▶ [Data excerpts]:
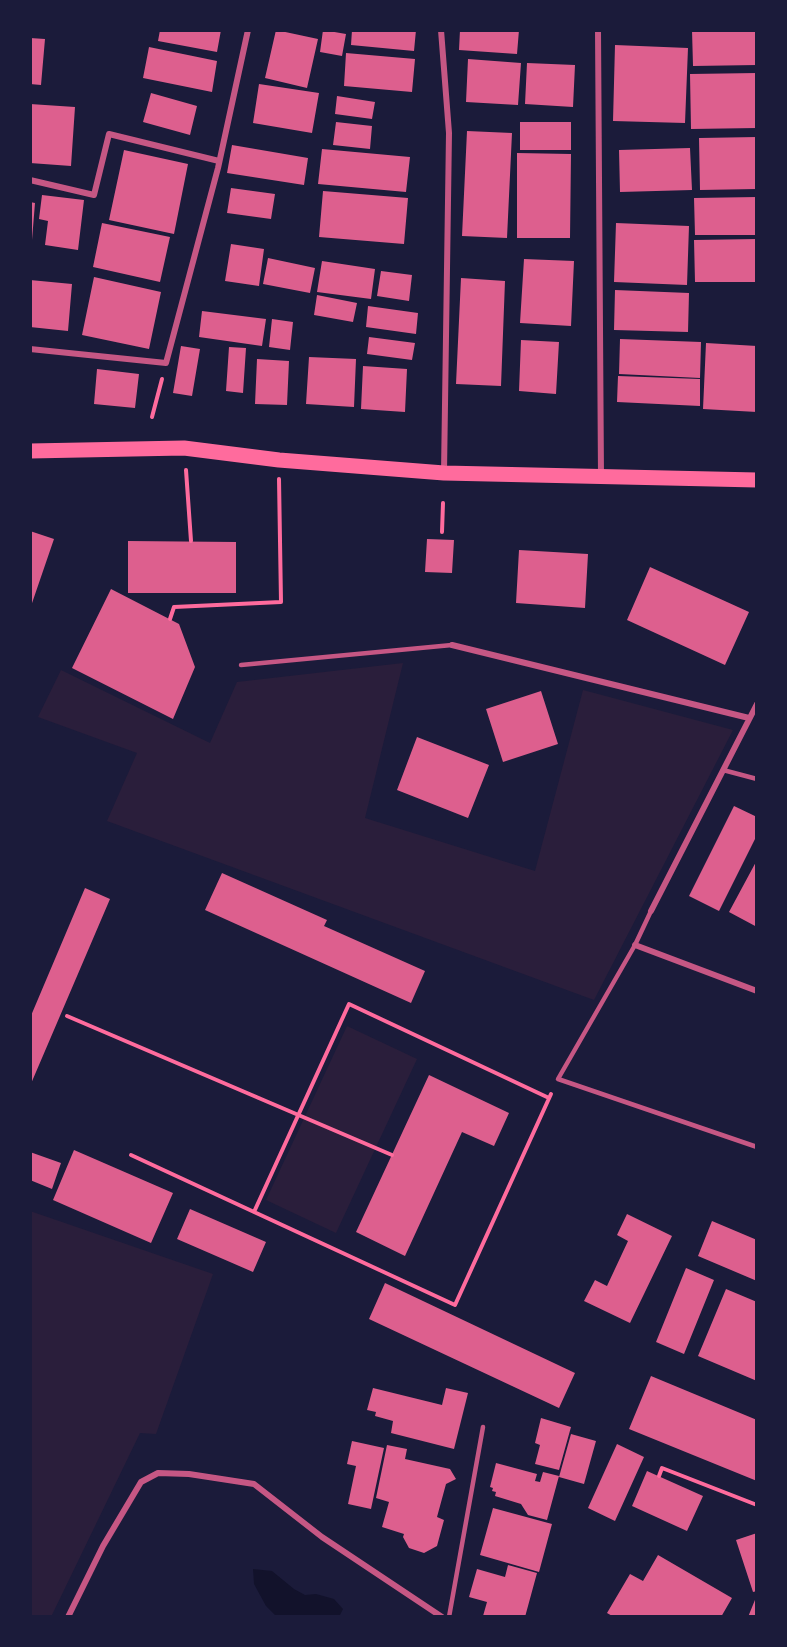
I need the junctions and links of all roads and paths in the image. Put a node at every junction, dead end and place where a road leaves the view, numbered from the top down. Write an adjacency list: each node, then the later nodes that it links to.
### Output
1 (248, 30): 4 (street)
2 (441, 30): 12 (street)
3 (598, 30): 13 (street)
4 (219, 161): 5 (street); 7 (street)
5 (30, 180)
6 (30, 349): 7 (street)
7 (166, 363): 8 (path)
8 (152, 417)
9 (184, 448): 10 (main road); 11 (main road); 17 (path)
10 (30, 451)
11 (279, 460): 12 (main road); 18 (path)
12 (444, 473): 13 (main road)
13 (601, 476): 14 (main road)
14 (757, 480)
15 (443, 503): 16 (path)
16 (442, 532)
17 (191, 541)
18 (170, 619)
19 (452, 645): 20 (lane); 22 (street)
20 (241, 665)
21 (757, 704): 22 (street)
22 (749, 718): 23 (street)
23 (723, 770): 24 (lane); 25 (street)
24 (757, 779)
25 (651, 911): 26 (lane)
26 (635, 945): 27 (street); 29 (lane)
27 (757, 991)
28 (67, 1016): 31 (path)
29 (558, 1079): 30 (path); 32 (lane)
30 (549, 1098): 31 (path); 35 (path)
31 (299, 1115): 34 (path); 35 (path)
32 (757, 1147)
33 (131, 1155): 35 (path)
34 (392, 1155)
35 (254, 1212)
36 (483, 1427): 41 (lane)
37 (659, 1476): 38 (path)
38 (757, 1506)
39 (68, 1617): 40 (street)
40 (442, 1617)
41 (449, 1617)

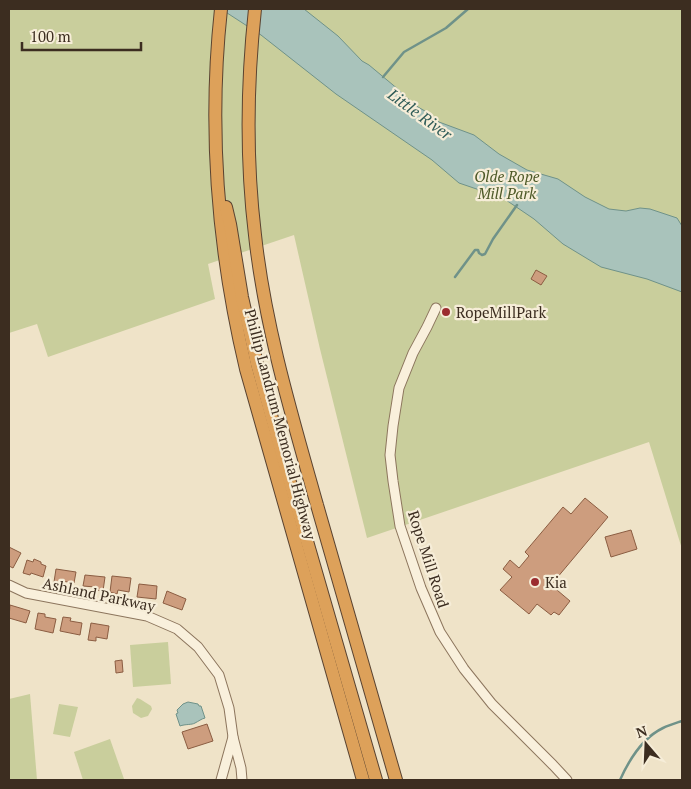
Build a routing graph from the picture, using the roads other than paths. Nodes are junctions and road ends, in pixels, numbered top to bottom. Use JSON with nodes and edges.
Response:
{"nodes":[{"id":1,"x":221,"y":9,"type":"edge"},
{"id":2,"x":255,"y":9,"type":"edge"},
{"id":3,"x":217,"y":178,"type":"junction"},
{"id":4,"x":436,"y":308,"type":"dead end"},
{"id":5,"x":9,"y":585,"type":"edge"},
{"id":6,"x":233,"y":737,"type":"junction"},
{"id":7,"x":356,"y":753,"type":"junction"},
{"id":8,"x":396,"y":778,"type":"edge"},
{"id":9,"x":221,"y":780,"type":"edge"},
{"id":10,"x":242,"y":780,"type":"edge"},
{"id":11,"x":360,"y":780,"type":"edge"},
{"id":12,"x":363,"y":780,"type":"edge"},
{"id":13,"x":376,"y":780,"type":"edge"},
{"id":14,"x":566,"y":780,"type":"edge"}],
"edges":[{"from":1,"to":3,"type":"highway","name":"Phillip Landrum Memorial Highway"},
{"from":2,"to":8,"type":"highway","name":"Phillip Landrum Memorial Highway"},
{"from":3,"to":7,"type":"highway","name":"Phillip Landrum Memorial Highway"},
{"from":3,"to":13,"type":"highway"},
{"from":4,"to":14,"type":"street","name":"Rope Mill Road"},
{"from":5,"to":6,"type":"street","name":"Ashland Parkway"},
{"from":6,"to":9,"type":"street","name":"Ashland Parkway"},
{"from":6,"to":10,"type":"street","name":"Ashland Parkway"},
{"from":7,"to":11,"type":"highway"},
{"from":7,"to":12,"type":"highway","name":"Phillip Landrum Memorial Highway"}]}
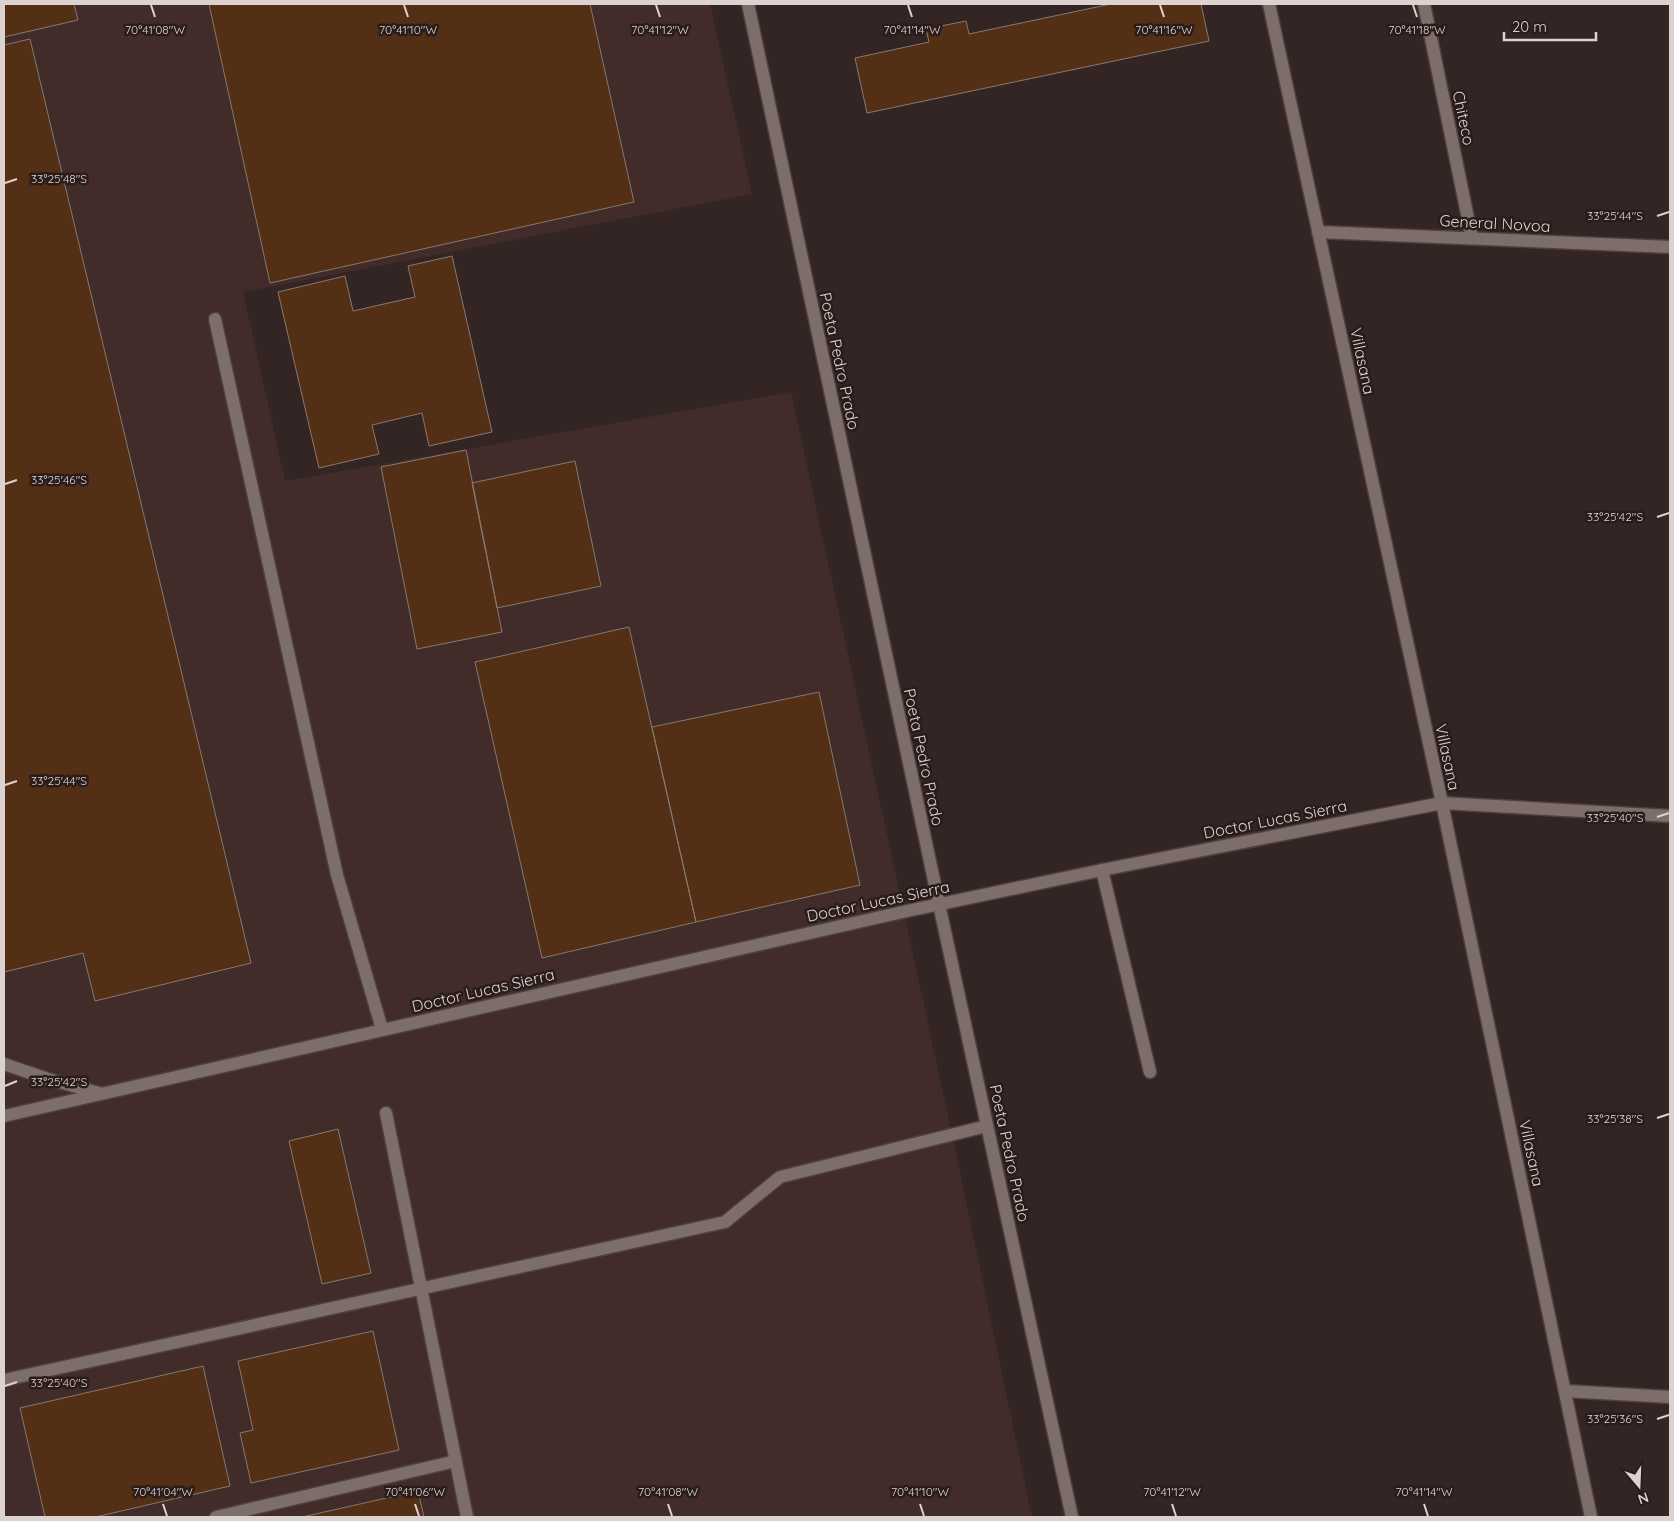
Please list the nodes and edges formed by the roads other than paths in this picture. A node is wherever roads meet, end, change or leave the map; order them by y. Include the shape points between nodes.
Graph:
1 (748, 4) edge
2 (1269, 4) edge
3 (1424, 4) edge
4 (1318, 232) junction
5 (1472, 238) junction
6 (1670, 247) edge
7 (215, 319) dead end
8 (1442, 803) junction
9 (1670, 816) edge
10 (1102, 870) junction
11 (939, 904) junction
12 (382, 1029) junction
13 (4, 1064) edge
14 (1150, 1072) dead end
15 (100, 1094) junction
16 (386, 1113) dead end
17 (4, 1116) edge
18 (987, 1126) junction
19 (422, 1290) junction
20 (4, 1380) edge
21 (1566, 1391) junction
22 (1670, 1397) edge
23 (456, 1461) junction
24 (216, 1517) edge
25 (467, 1517) edge
26 (1072, 1517) edge
27 (1591, 1517) edge

1 - 11 street, Poeta Pedro Prado
2 - 4 street, Villasana
3 - 5 street, Chiteco
4 - 5 street, General Novoa
4 - 8 street, Villasana
5 - 6 street, General Novoa
7 - 12 street via 337,875
8 - 9 street, Doctor Lucas Sierra
8 - 10 street, Doctor Lucas Sierra
8 - 21 street, Villasana
10 - 11 street, Doctor Lucas Sierra
10 - 14 street
11 - 12 street, Doctor Lucas Sierra
11 - 18 street, Poeta Pedro Prado
12 - 15 street, Doctor Lucas Sierra
13 - 15 street
15 - 17 street, Doctor Lucas Sierra
16 - 19 street
18 - 19 street via 780,1177 725,1222
18 - 26 street, Poeta Pedro Prado
19 - 20 street
19 - 23 street
21 - 22 street
21 - 27 street, Villasana
23 - 24 street
23 - 25 street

▶ [What the task requires]: Without the pictures, retype each line of the records above exactly.

▶ [Written answer]:
I need the junctions and links of all roads and paths in the image. Put a node at every junction, dead end and place where a road leaves the view, numbered from the top down. Write an adjacency list: each node, then the later nodes that it links to.
### Output
1 (248, 30): 4 (street)
2 (441, 30): 12 (street)
3 (598, 30): 13 (street)
4 (219, 161): 5 (street); 7 (street)
5 (30, 180)
6 (30, 349): 7 (street)
7 (166, 363): 8 (path)
8 (152, 417)
9 (184, 448): 10 (main road); 11 (main road); 17 (path)
10 (30, 451)
11 (279, 460): 12 (main road); 18 (path)
12 (444, 473): 13 (main road)
13 (601, 476): 14 (main road)
14 (757, 480)
15 (443, 503): 16 (path)
16 (442, 532)
17 (191, 541)
18 (170, 619)
19 (452, 645): 20 (lane); 22 (street)
20 (241, 665)
21 (757, 704): 22 (street)
22 (749, 718): 23 (street)
23 (723, 770): 24 (lane); 25 (street)
24 (757, 779)
25 (651, 911): 26 (lane)
26 (635, 945): 27 (street); 29 (lane)
27 (757, 991)
28 (67, 1016): 31 (path)
29 (558, 1079): 30 (path); 32 (lane)
30 (549, 1098): 31 (path); 35 (path)
31 (299, 1115): 34 (path); 35 (path)
32 (757, 1147)
33 (131, 1155): 35 (path)
34 (392, 1155)
35 (254, 1212)
36 (483, 1427): 41 (lane)
37 (659, 1476): 38 (path)
38 (757, 1506)
39 (68, 1617): 40 (street)
40 (442, 1617)
41 (449, 1617)

Build a routing graph from the picture, using the roads other than paths. Nodes are junctions and road ends, in pixels, numbered top to bottom. Use JSON with nodes and edges.
Response:
{"nodes":[{"id":1,"x":221,"y":9,"type":"edge"},
{"id":2,"x":255,"y":9,"type":"edge"},
{"id":3,"x":217,"y":178,"type":"junction"},
{"id":4,"x":436,"y":308,"type":"dead end"},
{"id":5,"x":9,"y":585,"type":"edge"},
{"id":6,"x":233,"y":737,"type":"junction"},
{"id":7,"x":356,"y":753,"type":"junction"},
{"id":8,"x":396,"y":778,"type":"edge"},
{"id":9,"x":221,"y":780,"type":"edge"},
{"id":10,"x":242,"y":780,"type":"edge"},
{"id":11,"x":360,"y":780,"type":"edge"},
{"id":12,"x":363,"y":780,"type":"edge"},
{"id":13,"x":376,"y":780,"type":"edge"},
{"id":14,"x":566,"y":780,"type":"edge"}],
"edges":[{"from":1,"to":3,"type":"highway","name":"Phillip Landrum Memorial Highway"},
{"from":2,"to":8,"type":"highway","name":"Phillip Landrum Memorial Highway"},
{"from":3,"to":7,"type":"highway","name":"Phillip Landrum Memorial Highway"},
{"from":3,"to":13,"type":"highway"},
{"from":4,"to":14,"type":"street","name":"Rope Mill Road"},
{"from":5,"to":6,"type":"street","name":"Ashland Parkway"},
{"from":6,"to":9,"type":"street","name":"Ashland Parkway"},
{"from":6,"to":10,"type":"street","name":"Ashland Parkway"},
{"from":7,"to":11,"type":"highway"},
{"from":7,"to":12,"type":"highway","name":"Phillip Landrum Memorial Highway"}]}
Please list the nodes and edges formed by the roads other than paths in this picture. A node is wherever roads meet, end, change or leave the map; order them by y. Include the shape points between nodes.
Graph:
1 (748, 4) edge
2 (1269, 4) edge
3 (1424, 4) edge
4 (1318, 232) junction
5 (1472, 238) junction
6 (1670, 247) edge
7 (215, 319) dead end
8 (1442, 803) junction
9 (1670, 816) edge
10 (1102, 870) junction
11 (939, 904) junction
12 (382, 1029) junction
13 (4, 1064) edge
14 (1150, 1072) dead end
15 (100, 1094) junction
16 (386, 1113) dead end
17 (4, 1116) edge
18 (987, 1126) junction
19 (422, 1290) junction
20 (4, 1380) edge
21 (1566, 1391) junction
22 (1670, 1397) edge
23 (456, 1461) junction
24 (216, 1517) edge
25 (467, 1517) edge
26 (1072, 1517) edge
27 (1591, 1517) edge

1 - 11 street, Poeta Pedro Prado
2 - 4 street, Villasana
3 - 5 street, Chiteco
4 - 5 street, General Novoa
4 - 8 street, Villasana
5 - 6 street, General Novoa
7 - 12 street via 337,875
8 - 9 street, Doctor Lucas Sierra
8 - 10 street, Doctor Lucas Sierra
8 - 21 street, Villasana
10 - 11 street, Doctor Lucas Sierra
10 - 14 street
11 - 12 street, Doctor Lucas Sierra
11 - 18 street, Poeta Pedro Prado
12 - 15 street, Doctor Lucas Sierra
13 - 15 street
15 - 17 street, Doctor Lucas Sierra
16 - 19 street
18 - 19 street via 780,1177 725,1222
18 - 26 street, Poeta Pedro Prado
19 - 20 street
19 - 23 street
21 - 22 street
21 - 27 street, Villasana
23 - 24 street
23 - 25 street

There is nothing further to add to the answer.